↓↓↓
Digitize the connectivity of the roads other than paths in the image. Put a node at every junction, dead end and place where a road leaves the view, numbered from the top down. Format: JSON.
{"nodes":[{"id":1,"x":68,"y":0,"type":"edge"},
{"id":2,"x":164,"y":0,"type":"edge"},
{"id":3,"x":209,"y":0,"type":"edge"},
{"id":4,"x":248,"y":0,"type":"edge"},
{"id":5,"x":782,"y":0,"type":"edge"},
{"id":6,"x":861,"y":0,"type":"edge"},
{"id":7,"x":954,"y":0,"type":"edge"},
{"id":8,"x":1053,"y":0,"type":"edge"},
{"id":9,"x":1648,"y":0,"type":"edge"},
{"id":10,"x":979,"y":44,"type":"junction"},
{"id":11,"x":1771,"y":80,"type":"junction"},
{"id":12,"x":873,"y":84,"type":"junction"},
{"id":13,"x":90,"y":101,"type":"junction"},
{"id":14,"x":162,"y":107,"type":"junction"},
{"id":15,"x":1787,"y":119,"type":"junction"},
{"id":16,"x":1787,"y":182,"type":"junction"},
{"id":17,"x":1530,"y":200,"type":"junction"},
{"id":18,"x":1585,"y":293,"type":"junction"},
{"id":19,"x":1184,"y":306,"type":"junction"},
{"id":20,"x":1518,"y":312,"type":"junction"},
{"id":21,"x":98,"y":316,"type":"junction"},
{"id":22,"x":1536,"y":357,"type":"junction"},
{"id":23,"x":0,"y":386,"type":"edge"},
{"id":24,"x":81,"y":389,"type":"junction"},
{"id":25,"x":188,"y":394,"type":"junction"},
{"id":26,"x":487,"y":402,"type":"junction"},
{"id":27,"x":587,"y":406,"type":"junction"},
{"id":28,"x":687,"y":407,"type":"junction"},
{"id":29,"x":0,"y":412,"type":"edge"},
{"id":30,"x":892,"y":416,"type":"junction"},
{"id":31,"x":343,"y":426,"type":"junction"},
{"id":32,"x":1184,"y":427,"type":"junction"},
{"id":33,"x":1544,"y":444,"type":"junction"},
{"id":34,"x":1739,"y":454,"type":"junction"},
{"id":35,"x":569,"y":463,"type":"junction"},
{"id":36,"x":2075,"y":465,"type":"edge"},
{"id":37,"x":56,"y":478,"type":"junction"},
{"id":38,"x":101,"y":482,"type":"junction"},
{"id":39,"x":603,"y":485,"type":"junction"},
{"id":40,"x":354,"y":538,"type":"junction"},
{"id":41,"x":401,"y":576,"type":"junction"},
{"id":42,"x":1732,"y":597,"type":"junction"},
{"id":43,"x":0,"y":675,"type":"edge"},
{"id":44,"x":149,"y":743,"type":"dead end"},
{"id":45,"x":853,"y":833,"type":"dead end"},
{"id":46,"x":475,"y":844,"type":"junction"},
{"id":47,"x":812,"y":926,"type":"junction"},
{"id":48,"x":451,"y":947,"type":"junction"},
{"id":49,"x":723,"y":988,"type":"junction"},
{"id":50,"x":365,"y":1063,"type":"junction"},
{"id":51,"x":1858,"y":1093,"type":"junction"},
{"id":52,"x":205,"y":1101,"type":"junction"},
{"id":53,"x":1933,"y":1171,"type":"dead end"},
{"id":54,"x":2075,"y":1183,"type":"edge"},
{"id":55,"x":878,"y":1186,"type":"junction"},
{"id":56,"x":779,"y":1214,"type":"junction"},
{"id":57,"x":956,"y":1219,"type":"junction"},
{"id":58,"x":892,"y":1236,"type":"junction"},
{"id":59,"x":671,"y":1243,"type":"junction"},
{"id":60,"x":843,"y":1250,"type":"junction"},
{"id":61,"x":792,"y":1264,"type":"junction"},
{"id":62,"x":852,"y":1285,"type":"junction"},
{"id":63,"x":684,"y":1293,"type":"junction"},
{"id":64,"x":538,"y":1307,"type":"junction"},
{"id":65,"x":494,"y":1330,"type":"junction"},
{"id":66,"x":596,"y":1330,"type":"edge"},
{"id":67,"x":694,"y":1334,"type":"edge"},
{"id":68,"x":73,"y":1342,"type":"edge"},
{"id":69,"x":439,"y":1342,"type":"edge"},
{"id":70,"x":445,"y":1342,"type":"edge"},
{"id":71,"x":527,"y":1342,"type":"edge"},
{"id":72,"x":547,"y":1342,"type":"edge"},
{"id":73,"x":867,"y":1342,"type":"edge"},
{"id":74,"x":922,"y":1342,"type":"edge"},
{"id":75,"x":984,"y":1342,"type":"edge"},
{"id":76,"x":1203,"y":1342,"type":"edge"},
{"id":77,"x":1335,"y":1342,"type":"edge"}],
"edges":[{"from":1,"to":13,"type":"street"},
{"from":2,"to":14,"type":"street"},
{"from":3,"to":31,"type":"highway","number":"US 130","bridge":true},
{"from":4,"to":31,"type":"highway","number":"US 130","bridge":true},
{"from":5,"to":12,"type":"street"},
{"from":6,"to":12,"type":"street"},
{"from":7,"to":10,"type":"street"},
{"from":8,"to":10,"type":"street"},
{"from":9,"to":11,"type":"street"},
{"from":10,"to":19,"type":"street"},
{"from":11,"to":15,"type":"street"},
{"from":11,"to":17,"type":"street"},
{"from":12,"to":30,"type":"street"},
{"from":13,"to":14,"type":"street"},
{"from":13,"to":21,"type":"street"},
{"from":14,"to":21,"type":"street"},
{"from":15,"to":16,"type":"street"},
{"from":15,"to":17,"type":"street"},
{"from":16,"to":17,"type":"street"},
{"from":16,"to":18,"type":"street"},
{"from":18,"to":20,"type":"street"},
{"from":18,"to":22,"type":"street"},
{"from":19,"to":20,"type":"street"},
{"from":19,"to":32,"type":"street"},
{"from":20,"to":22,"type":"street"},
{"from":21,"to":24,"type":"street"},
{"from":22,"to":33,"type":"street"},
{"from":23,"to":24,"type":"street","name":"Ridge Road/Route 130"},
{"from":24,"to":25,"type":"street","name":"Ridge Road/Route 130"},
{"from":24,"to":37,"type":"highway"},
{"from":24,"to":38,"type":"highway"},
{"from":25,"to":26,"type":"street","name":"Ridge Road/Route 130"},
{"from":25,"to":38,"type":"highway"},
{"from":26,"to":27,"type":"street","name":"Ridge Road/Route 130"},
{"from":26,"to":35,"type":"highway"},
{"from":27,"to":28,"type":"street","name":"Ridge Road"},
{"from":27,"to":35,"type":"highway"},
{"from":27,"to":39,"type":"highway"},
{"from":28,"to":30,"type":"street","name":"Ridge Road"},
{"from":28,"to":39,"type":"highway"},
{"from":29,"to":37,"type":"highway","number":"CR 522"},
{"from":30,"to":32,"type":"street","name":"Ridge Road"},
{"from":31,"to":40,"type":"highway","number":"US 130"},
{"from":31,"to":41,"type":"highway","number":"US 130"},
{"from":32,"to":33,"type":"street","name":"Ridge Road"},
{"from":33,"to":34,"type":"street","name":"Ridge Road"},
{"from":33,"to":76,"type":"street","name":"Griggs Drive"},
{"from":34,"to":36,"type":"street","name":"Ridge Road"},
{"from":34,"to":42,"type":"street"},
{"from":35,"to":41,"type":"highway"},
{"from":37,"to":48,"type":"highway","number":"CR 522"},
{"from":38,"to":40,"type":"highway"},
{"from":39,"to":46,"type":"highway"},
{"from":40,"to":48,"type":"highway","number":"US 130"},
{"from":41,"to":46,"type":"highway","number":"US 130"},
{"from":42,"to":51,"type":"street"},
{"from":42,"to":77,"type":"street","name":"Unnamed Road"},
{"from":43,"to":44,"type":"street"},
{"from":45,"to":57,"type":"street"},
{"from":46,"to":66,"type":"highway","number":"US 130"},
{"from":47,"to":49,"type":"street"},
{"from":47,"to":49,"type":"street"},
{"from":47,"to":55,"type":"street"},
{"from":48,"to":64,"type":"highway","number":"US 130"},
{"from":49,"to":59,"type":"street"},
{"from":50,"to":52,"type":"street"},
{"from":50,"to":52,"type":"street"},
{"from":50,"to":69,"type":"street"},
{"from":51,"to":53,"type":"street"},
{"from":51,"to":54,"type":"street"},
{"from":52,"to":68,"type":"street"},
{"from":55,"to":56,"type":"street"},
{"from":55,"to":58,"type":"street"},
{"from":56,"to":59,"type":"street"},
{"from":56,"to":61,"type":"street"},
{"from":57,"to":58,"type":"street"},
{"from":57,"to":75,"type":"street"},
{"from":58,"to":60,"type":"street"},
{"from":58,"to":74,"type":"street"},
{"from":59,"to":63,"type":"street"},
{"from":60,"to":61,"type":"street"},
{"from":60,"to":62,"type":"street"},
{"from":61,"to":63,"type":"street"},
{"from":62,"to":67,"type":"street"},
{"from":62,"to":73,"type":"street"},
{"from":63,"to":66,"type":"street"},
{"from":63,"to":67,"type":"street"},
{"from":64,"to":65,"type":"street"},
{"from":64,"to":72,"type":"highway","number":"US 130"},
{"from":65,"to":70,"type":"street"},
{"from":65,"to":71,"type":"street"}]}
↑↑↑
↓↓↓
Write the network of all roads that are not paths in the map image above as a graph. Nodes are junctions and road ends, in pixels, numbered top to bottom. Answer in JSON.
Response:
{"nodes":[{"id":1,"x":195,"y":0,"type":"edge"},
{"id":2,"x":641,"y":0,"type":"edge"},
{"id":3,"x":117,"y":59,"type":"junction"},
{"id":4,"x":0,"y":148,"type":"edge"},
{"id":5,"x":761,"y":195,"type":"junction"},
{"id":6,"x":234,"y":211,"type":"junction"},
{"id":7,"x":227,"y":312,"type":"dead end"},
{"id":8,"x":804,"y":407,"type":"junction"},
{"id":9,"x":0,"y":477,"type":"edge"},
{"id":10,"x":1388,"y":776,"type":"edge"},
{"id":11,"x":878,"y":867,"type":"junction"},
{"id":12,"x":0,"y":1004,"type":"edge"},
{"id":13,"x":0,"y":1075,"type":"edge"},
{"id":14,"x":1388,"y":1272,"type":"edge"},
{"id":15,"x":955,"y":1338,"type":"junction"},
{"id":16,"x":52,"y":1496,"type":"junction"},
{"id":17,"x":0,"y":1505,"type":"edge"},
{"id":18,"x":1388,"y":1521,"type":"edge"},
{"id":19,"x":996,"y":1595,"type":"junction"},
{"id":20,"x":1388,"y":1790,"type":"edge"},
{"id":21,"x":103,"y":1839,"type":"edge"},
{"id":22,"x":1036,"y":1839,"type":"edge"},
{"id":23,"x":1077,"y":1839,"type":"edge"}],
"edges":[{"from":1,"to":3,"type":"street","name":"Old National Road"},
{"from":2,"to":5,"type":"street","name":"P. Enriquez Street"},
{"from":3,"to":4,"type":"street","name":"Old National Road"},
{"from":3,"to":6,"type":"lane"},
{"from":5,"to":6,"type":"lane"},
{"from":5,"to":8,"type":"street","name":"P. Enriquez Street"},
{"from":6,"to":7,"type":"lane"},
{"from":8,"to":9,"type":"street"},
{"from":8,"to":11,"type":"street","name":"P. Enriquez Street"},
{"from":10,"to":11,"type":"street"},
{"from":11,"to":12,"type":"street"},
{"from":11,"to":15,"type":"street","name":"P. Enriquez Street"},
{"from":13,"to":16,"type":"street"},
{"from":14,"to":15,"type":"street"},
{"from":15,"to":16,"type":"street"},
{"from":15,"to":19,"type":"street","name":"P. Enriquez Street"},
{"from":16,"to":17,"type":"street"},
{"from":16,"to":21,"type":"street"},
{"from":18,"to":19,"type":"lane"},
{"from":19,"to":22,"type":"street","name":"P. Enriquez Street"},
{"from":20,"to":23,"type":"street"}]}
↑↑↑
Reproduce each line of the records in which the string "lane" appears.

● **Expected output**
{"from":3,"to":6,"type":"lane"},
{"from":5,"to":6,"type":"lane"},
{"from":6,"to":7,"type":"lane"},
{"from":18,"to":19,"type":"lane"},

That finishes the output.